══ AVAILABLE RECORDS ══

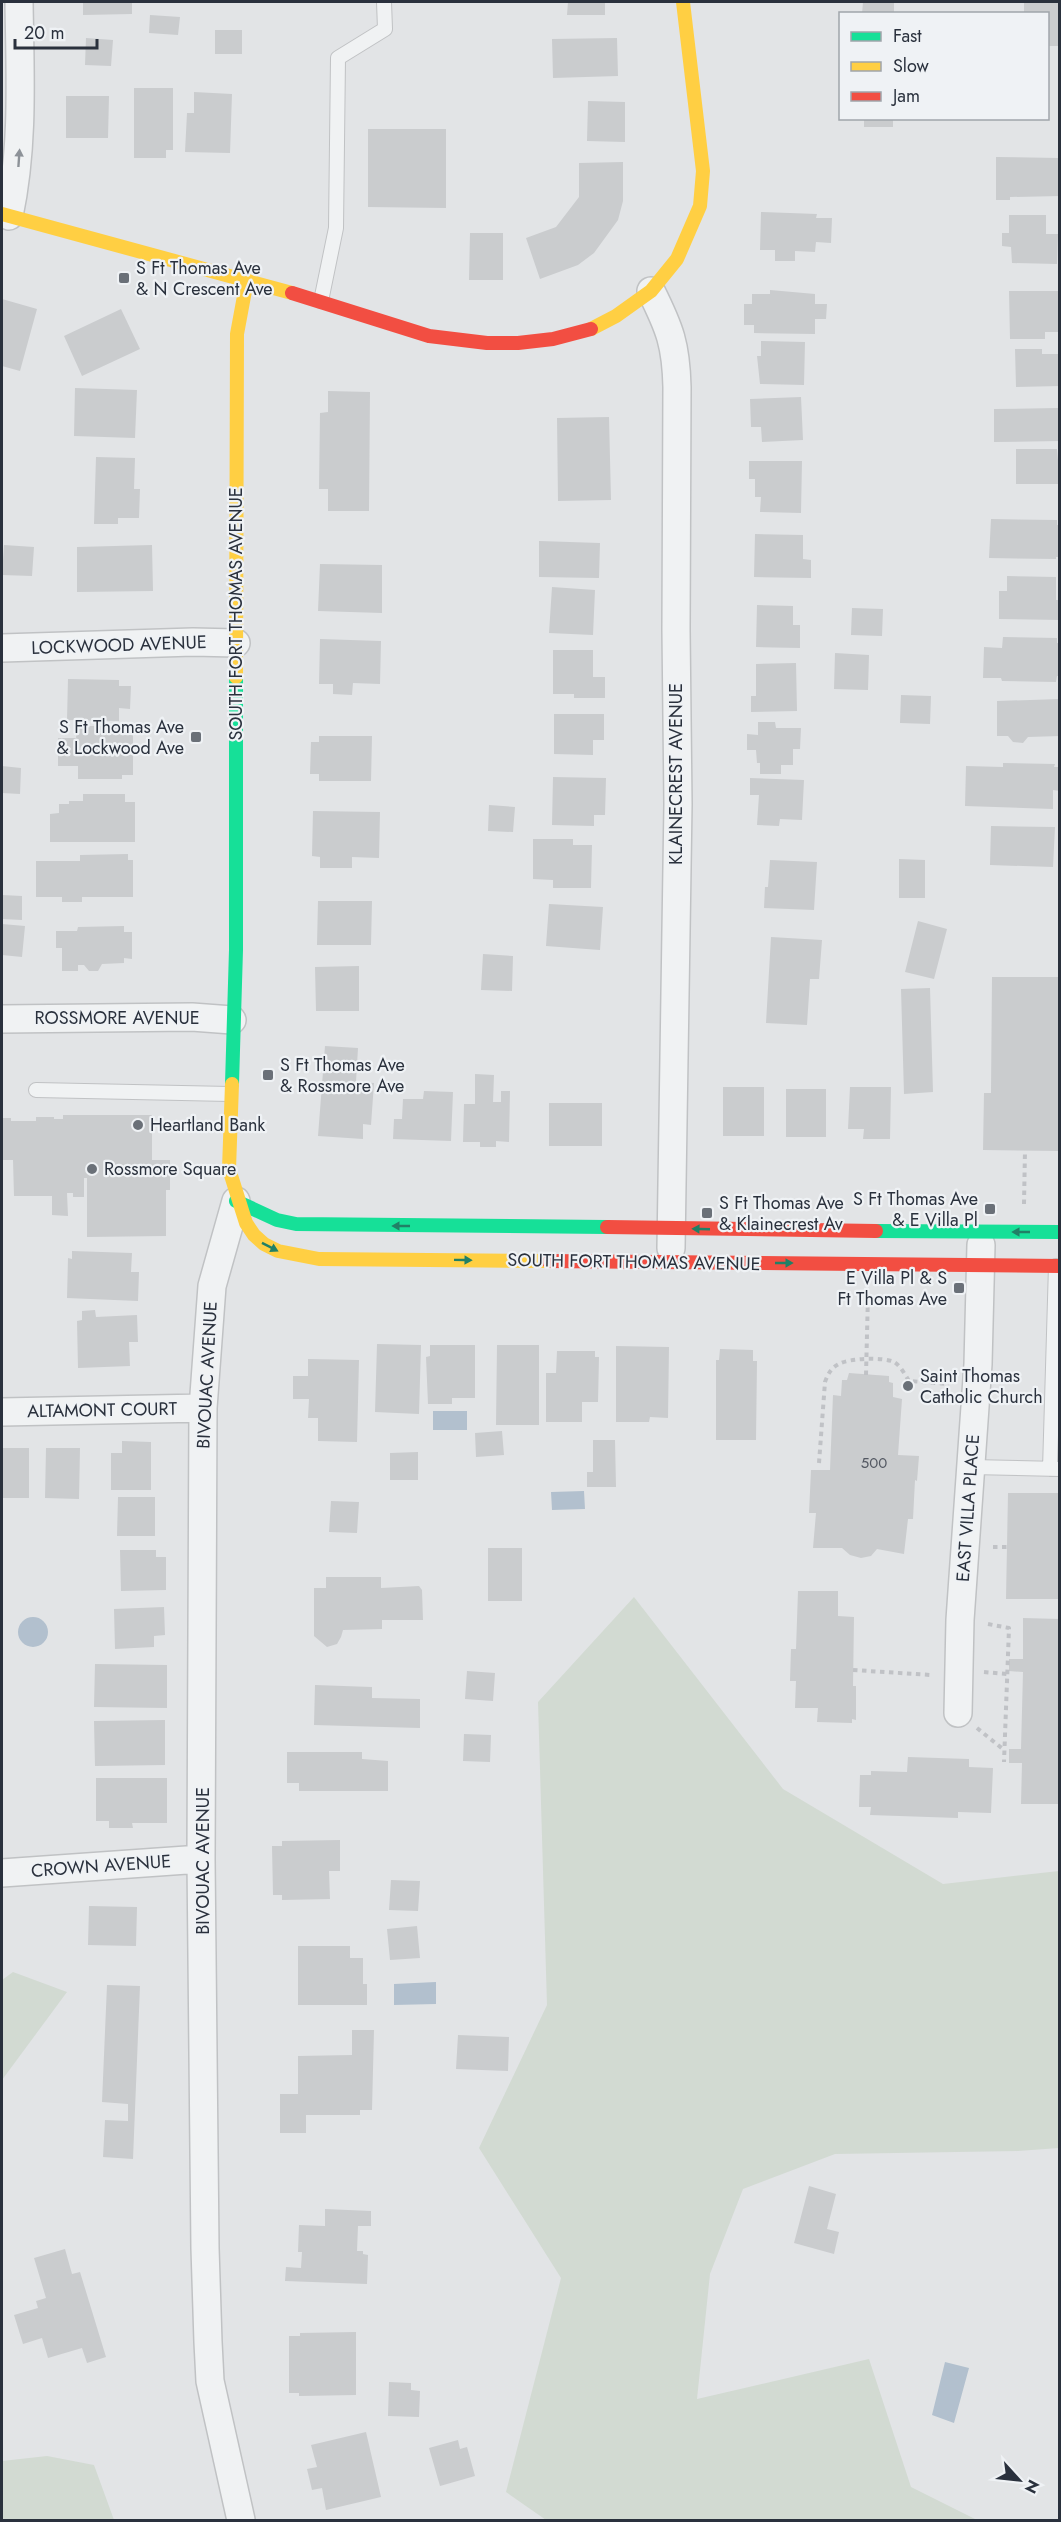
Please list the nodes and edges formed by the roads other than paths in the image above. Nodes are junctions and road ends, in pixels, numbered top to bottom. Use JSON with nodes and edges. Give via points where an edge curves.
{"nodes":[{"id":1,"x":19,"y":2,"type":"edge"},
{"id":2,"x":384,"y":2,"type":"edge"},
{"id":3,"x":683,"y":2,"type":"edge"},
{"id":4,"x":5,"y":215,"type":"edge"},
{"id":5,"x":247,"y":280,"type":"junction"},
{"id":6,"x":651,"y":291,"type":"junction"},
{"id":7,"x":321,"y":301,"type":"junction"},
{"id":8,"x":236,"y":643,"type":"junction"},
{"id":9,"x":2,"y":648,"type":"edge"},
{"id":10,"x":2,"y":1019,"type":"edge"},
{"id":11,"x":232,"y":1020,"type":"junction"},
{"id":12,"x":36,"y":1090,"type":"dead end"},
{"id":13,"x":230,"y":1094,"type":"junction"},
{"id":14,"x":236,"y":1202,"type":"junction"},
{"id":15,"x":672,"y":1227,"type":"junction"},
{"id":16,"x":982,"y":1232,"type":"junction"},
{"id":17,"x":1059,"y":1232,"type":"edge"},
{"id":18,"x":670,"y":1262,"type":"junction"},
{"id":19,"x":1058,"y":1266,"type":"edge"},
{"id":20,"x":980,"y":1267,"type":"junction"},
{"id":21,"x":203,"y":1408,"type":"junction"},
{"id":22,"x":2,"y":1412,"type":"edge"},
{"id":23,"x":971,"y":1467,"type":"junction"},
{"id":24,"x":1055,"y":1469,"type":"edge"},
{"id":25,"x":958,"y":1713,"type":"dead end"},
{"id":26,"x":201,"y":1859,"type":"junction"},
{"id":27,"x":2,"y":1873,"type":"edge"},
{"id":28,"x":241,"y":2520,"type":"edge"}],
"edges":[{"from":4,"to":1,"type":"street","one_way":true,"via":[[18,176]]},
{"from":2,"to":7,"type":"lane","via":[[385,29],[338,58],[336,228]]},
{"from":3,"to":6,"type":"main road","via":[[702,152],[700,206],[677,259]]},
{"from":4,"to":5,"type":"main road"},
{"from":5,"to":7,"type":"main road"},
{"from":5,"to":8,"type":"main road","name":"SOUTH FORT THOMAS AVENUE","via":[[237,334]]},
{"from":6,"to":7,"type":"main road","via":[[587,331],[518,343],[429,336]]},
{"from":6,"to":15,"type":"street","name":"KLAINECREST AVENUE","via":[[675,350],[677,387],[678,804]]},
{"from":8,"to":9,"type":"street","name":"LOCKWOOD AVENUE"},
{"from":8,"to":11,"type":"main road","name":"SOUTH FORT THOMAS AVENUE","via":[[236,950]]},
{"from":10,"to":11,"type":"street","name":"ROSSMORE AVENUE"},
{"from":11,"to":13,"type":"main road","name":"SOUTH FORT THOMAS AVENUE"},
{"from":12,"to":13,"type":"lane"},
{"from":13,"to":14,"type":"main road","name":"SOUTH FORT THOMAS AVENUE","via":[[229,1168]]},
{"from":15,"to":14,"type":"main road","name":"SOUTH FORT THOMAS AVENUE","one_way":true,"via":[[296,1224]]},
{"from":14,"to":18,"type":"main road","name":"SOUTH FORT THOMAS AVENUE","one_way":true,"via":[[249,1230],[264,1245],[290,1256]]},
{"from":14,"to":21,"type":"street","name":"BIVOUAC AVENUE","via":[[212,1286]]},
{"from":16,"to":15,"type":"main road","name":"SOUTH FORT THOMAS AVENUE","one_way":true},
{"from":15,"to":18,"type":"street","name":"KLAINECREST AVENUE"},
{"from":17,"to":16,"type":"main road","name":"SOUTH FORT THOMAS AVENUE","one_way":true},
{"from":16,"to":20,"type":"street","name":"EAST VILLA PLACE"},
{"from":18,"to":20,"type":"main road","name":"SOUTH FORT THOMAS AVENUE","one_way":true},
{"from":19,"to":20,"type":"main road","name":"SOUTH FORT THOMAS AVENUE"},
{"from":19,"to":24,"type":"lane"},
{"from":20,"to":23,"type":"street","name":"EAST VILLA PLACE"},
{"from":21,"to":22,"type":"street","name":"ALTAMONT COURT"},
{"from":21,"to":26,"type":"street","name":"BIVOUAC AVENUE"},
{"from":23,"to":24,"type":"lane"},
{"from":23,"to":25,"type":"street","name":"EAST VILLA PLACE"},
{"from":26,"to":27,"type":"street","name":"CROWN AVENUE"},
{"from":26,"to":28,"type":"street","name":"BIVOUAC AVENUE","via":[[204,2248],[210,2381]]}]}
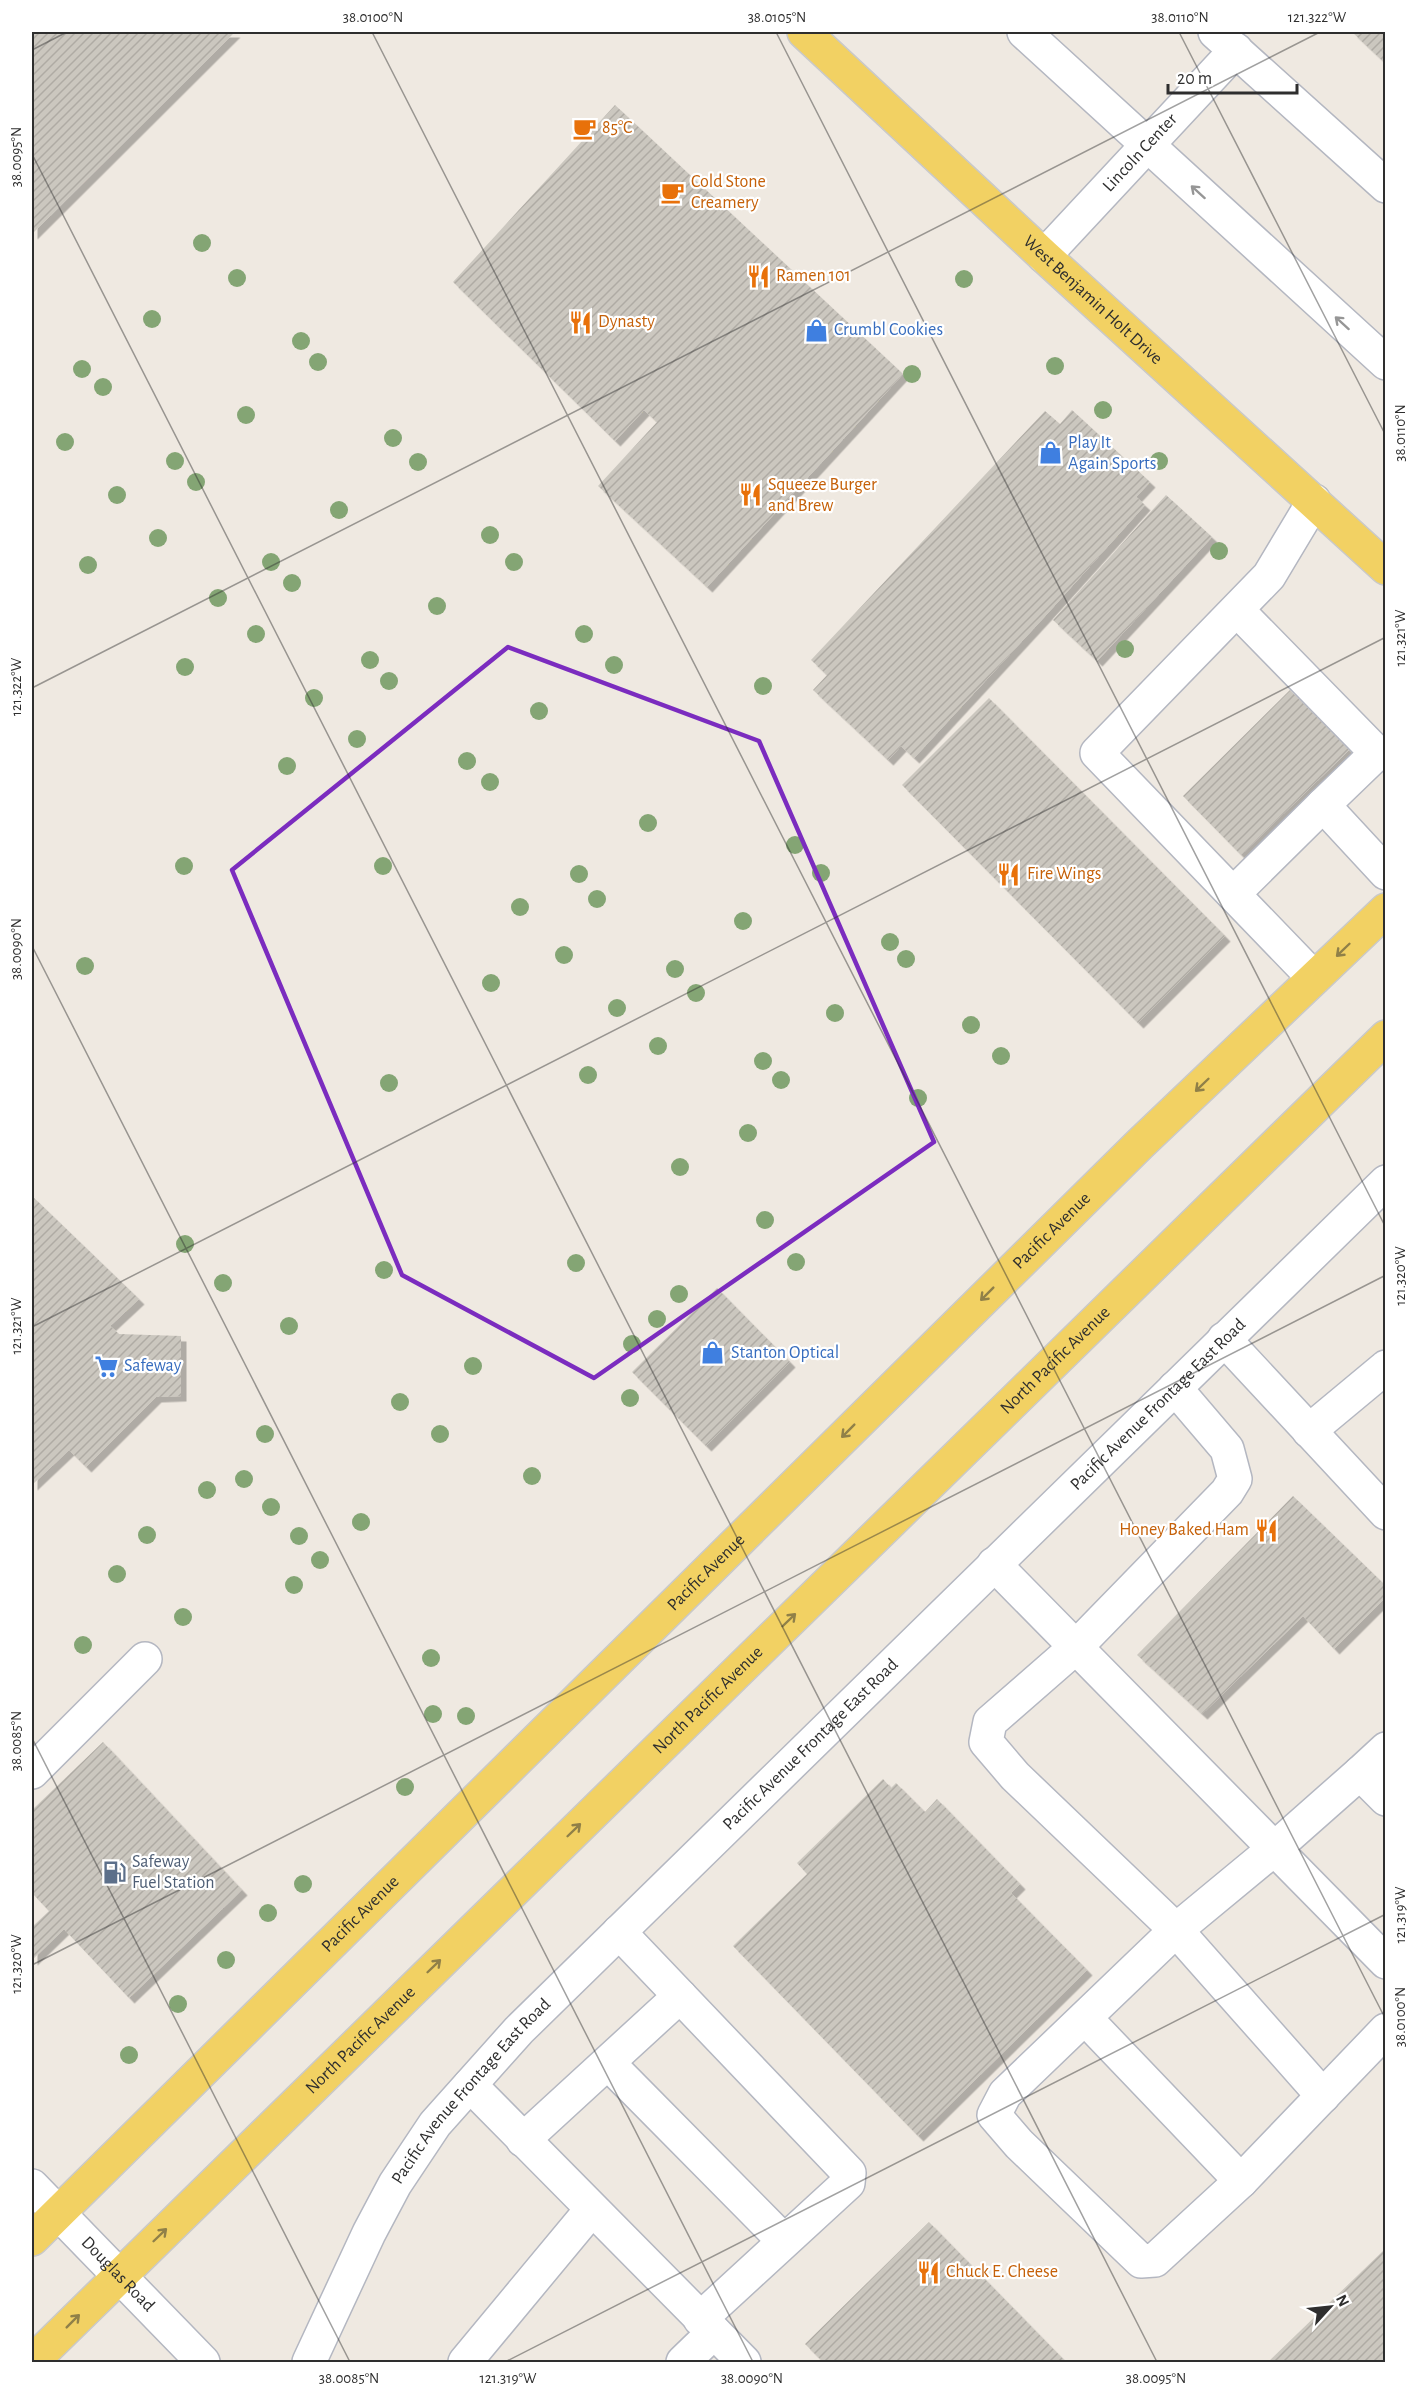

═══

◆ **ABOUT THIS TASK**: Output the full listing verbatim; pictures stay out.

◆ **SOLUTION FOR THIS EXERCISE**:
Please list the nodes and edges formed by the roads other than paths in the image above. Nodes are junctions and road ends, in pixels, numbered top to bottom. Use JSON with nodes and edges. Give via points where an edge curves.
{"nodes":[{"id":1,"x":19,"y":2,"type":"edge"},
{"id":2,"x":384,"y":2,"type":"edge"},
{"id":3,"x":683,"y":2,"type":"edge"},
{"id":4,"x":5,"y":215,"type":"edge"},
{"id":5,"x":247,"y":280,"type":"junction"},
{"id":6,"x":651,"y":291,"type":"junction"},
{"id":7,"x":321,"y":301,"type":"junction"},
{"id":8,"x":236,"y":643,"type":"junction"},
{"id":9,"x":2,"y":648,"type":"edge"},
{"id":10,"x":2,"y":1019,"type":"edge"},
{"id":11,"x":232,"y":1020,"type":"junction"},
{"id":12,"x":36,"y":1090,"type":"dead end"},
{"id":13,"x":230,"y":1094,"type":"junction"},
{"id":14,"x":236,"y":1202,"type":"junction"},
{"id":15,"x":672,"y":1227,"type":"junction"},
{"id":16,"x":982,"y":1232,"type":"junction"},
{"id":17,"x":1059,"y":1232,"type":"edge"},
{"id":18,"x":670,"y":1262,"type":"junction"},
{"id":19,"x":1058,"y":1266,"type":"edge"},
{"id":20,"x":980,"y":1267,"type":"junction"},
{"id":21,"x":203,"y":1408,"type":"junction"},
{"id":22,"x":2,"y":1412,"type":"edge"},
{"id":23,"x":971,"y":1467,"type":"junction"},
{"id":24,"x":1055,"y":1469,"type":"edge"},
{"id":25,"x":958,"y":1713,"type":"dead end"},
{"id":26,"x":201,"y":1859,"type":"junction"},
{"id":27,"x":2,"y":1873,"type":"edge"},
{"id":28,"x":241,"y":2520,"type":"edge"}],
"edges":[{"from":4,"to":1,"type":"street","one_way":true,"via":[[18,176]]},
{"from":2,"to":7,"type":"lane","via":[[385,29],[338,58],[336,228]]},
{"from":3,"to":6,"type":"main road","via":[[702,152],[700,206],[677,259]]},
{"from":4,"to":5,"type":"main road"},
{"from":5,"to":7,"type":"main road"},
{"from":5,"to":8,"type":"main road","name":"SOUTH FORT THOMAS AVENUE","via":[[237,334]]},
{"from":6,"to":7,"type":"main road","via":[[587,331],[518,343],[429,336]]},
{"from":6,"to":15,"type":"street","name":"KLAINECREST AVENUE","via":[[675,350],[677,387],[678,804]]},
{"from":8,"to":9,"type":"street","name":"LOCKWOOD AVENUE"},
{"from":8,"to":11,"type":"main road","name":"SOUTH FORT THOMAS AVENUE","via":[[236,950]]},
{"from":10,"to":11,"type":"street","name":"ROSSMORE AVENUE"},
{"from":11,"to":13,"type":"main road","name":"SOUTH FORT THOMAS AVENUE"},
{"from":12,"to":13,"type":"lane"},
{"from":13,"to":14,"type":"main road","name":"SOUTH FORT THOMAS AVENUE","via":[[229,1168]]},
{"from":15,"to":14,"type":"main road","name":"SOUTH FORT THOMAS AVENUE","one_way":true,"via":[[296,1224]]},
{"from":14,"to":18,"type":"main road","name":"SOUTH FORT THOMAS AVENUE","one_way":true,"via":[[249,1230],[264,1245],[290,1256]]},
{"from":14,"to":21,"type":"street","name":"BIVOUAC AVENUE","via":[[212,1286]]},
{"from":16,"to":15,"type":"main road","name":"SOUTH FORT THOMAS AVENUE","one_way":true},
{"from":15,"to":18,"type":"street","name":"KLAINECREST AVENUE"},
{"from":17,"to":16,"type":"main road","name":"SOUTH FORT THOMAS AVENUE","one_way":true},
{"from":16,"to":20,"type":"street","name":"EAST VILLA PLACE"},
{"from":18,"to":20,"type":"main road","name":"SOUTH FORT THOMAS AVENUE","one_way":true},
{"from":19,"to":20,"type":"main road","name":"SOUTH FORT THOMAS AVENUE"},
{"from":19,"to":24,"type":"lane"},
{"from":20,"to":23,"type":"street","name":"EAST VILLA PLACE"},
{"from":21,"to":22,"type":"street","name":"ALTAMONT COURT"},
{"from":21,"to":26,"type":"street","name":"BIVOUAC AVENUE"},
{"from":23,"to":24,"type":"lane"},
{"from":23,"to":25,"type":"street","name":"EAST VILLA PLACE"},
{"from":26,"to":27,"type":"street","name":"CROWN AVENUE"},
{"from":26,"to":28,"type":"street","name":"BIVOUAC AVENUE","via":[[204,2248],[210,2381]]}]}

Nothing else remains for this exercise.